Winston Churchill, who loved to dunk his cigars in port wine or brandy, dressed an iconic figure during World War II, holding a cigar in his hand. In more recent times, former president Bill Clinton was known to have enjoyed smoking cigars, although this is a pleasure now denied him out of concerns for his health.
Aside from Cuban cigars, President Kennedy is known to have enjoyed Philippine cigars, probably the Alhambra brand, one of the mildest cigars made by the Philippines’ largest cigar maker, La Flor de la Isabela. President Kennedy’s favorite Cuban cigar was the Petit Upmann, also considered a mild to medium kind of cigar.
In an article published in 1996 in Cigar Aficionado, entitled “Cigars & Che & JFK,” Richard Goodwin, who served in the Kennedy and Johnson Administrations and who was instructed by Kennedy to draw up the executive order invoking the Trading with the Enemy Act against Castro’s Cuba, tells of a little-known incident involving Che Guevara and President Kennedy.
In August of 1961, there was a meeting of all the American nations at Punta del Este, a seaside resort in Uruguay. It was there that Richard Goodwin met Che Guevara. Aware of Kennedy’s preference for Cuban cigars, Guevara gave Goodwin two cigar boxes, one for him and the other for Kennedy.
The cigar box for Kennedy was inlaid with the Cuban seal and had a note to Kennedy in Spanish which said, “Since I have no greeting card, I have to write. Since to write to an enemy is difficult, I limit myself to extending my hand.” The note was signed “Che” over the typewritten “Comandante Ernesto Che Guevara.”

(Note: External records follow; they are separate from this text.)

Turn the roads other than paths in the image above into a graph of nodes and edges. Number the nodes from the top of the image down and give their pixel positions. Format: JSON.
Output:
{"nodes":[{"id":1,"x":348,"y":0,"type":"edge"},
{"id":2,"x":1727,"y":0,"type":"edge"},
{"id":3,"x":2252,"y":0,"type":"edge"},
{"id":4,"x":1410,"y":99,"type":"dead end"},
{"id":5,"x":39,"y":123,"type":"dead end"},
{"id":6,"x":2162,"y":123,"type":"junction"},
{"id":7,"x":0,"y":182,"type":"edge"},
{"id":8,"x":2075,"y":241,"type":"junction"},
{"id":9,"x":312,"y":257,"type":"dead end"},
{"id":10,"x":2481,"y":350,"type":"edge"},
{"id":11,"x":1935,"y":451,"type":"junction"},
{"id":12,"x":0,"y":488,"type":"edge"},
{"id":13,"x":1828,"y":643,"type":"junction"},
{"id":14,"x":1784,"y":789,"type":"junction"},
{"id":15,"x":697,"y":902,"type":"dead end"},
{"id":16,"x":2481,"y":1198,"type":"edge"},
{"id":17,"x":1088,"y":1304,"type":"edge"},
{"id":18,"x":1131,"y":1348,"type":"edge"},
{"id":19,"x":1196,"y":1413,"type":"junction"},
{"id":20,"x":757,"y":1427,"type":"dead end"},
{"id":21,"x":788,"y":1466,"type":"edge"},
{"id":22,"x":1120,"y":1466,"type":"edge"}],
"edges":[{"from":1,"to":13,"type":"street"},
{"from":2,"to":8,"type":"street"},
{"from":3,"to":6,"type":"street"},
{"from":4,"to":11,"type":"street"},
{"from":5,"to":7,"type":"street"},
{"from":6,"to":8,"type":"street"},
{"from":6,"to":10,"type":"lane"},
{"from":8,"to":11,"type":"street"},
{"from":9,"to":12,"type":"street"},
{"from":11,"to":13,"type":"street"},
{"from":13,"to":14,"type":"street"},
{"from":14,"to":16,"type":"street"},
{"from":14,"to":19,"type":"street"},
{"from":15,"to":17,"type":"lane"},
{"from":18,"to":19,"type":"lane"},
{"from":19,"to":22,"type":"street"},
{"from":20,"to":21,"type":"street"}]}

Further details of Kennedy’s predilection for Cuban cigars are detailed by Salinger in an article published in 2002 in Cigar Aficionado. Several months after the Bay of Pigs fiasco in April 1961, President Kennedy called Pierre Salinger to his office and told him that he needed some help. Always solicitous, Salinger asked him what he wanted. “I need a lot of cigars, Pierre,” Kennedy told Salinger.
“How many do you need, Mr. President?” asked Salinger. “About 1,000 Petit Upmanns,” said Kennedy. When told that Kennedy needed them by the next morning, Salinger shuddered, knowing how difficult it would be to get them. However, being a cigar aficionado himself, Salinger knew of places where he could obtain them.
So the next morning, as soon as he arrived in his office, he was called by Kennedy, who asked him how he had done on his errand. “Very well, Mr. President,” answered Salinger. He had gotten 1,200 Petit Upmanns, among the best of Cuban cigars, which he handed to Kennedy.
Kennedy smiled, opened his desk and took a long paper, which he immediately signed. It was a decree by which he broadened all trade restrictions originally imposed by President Dwight Eisenhower to a ban on all trade with Cuba — including cigars. The embargo on Cuban cigars has been effective since that day — February 7, 1962.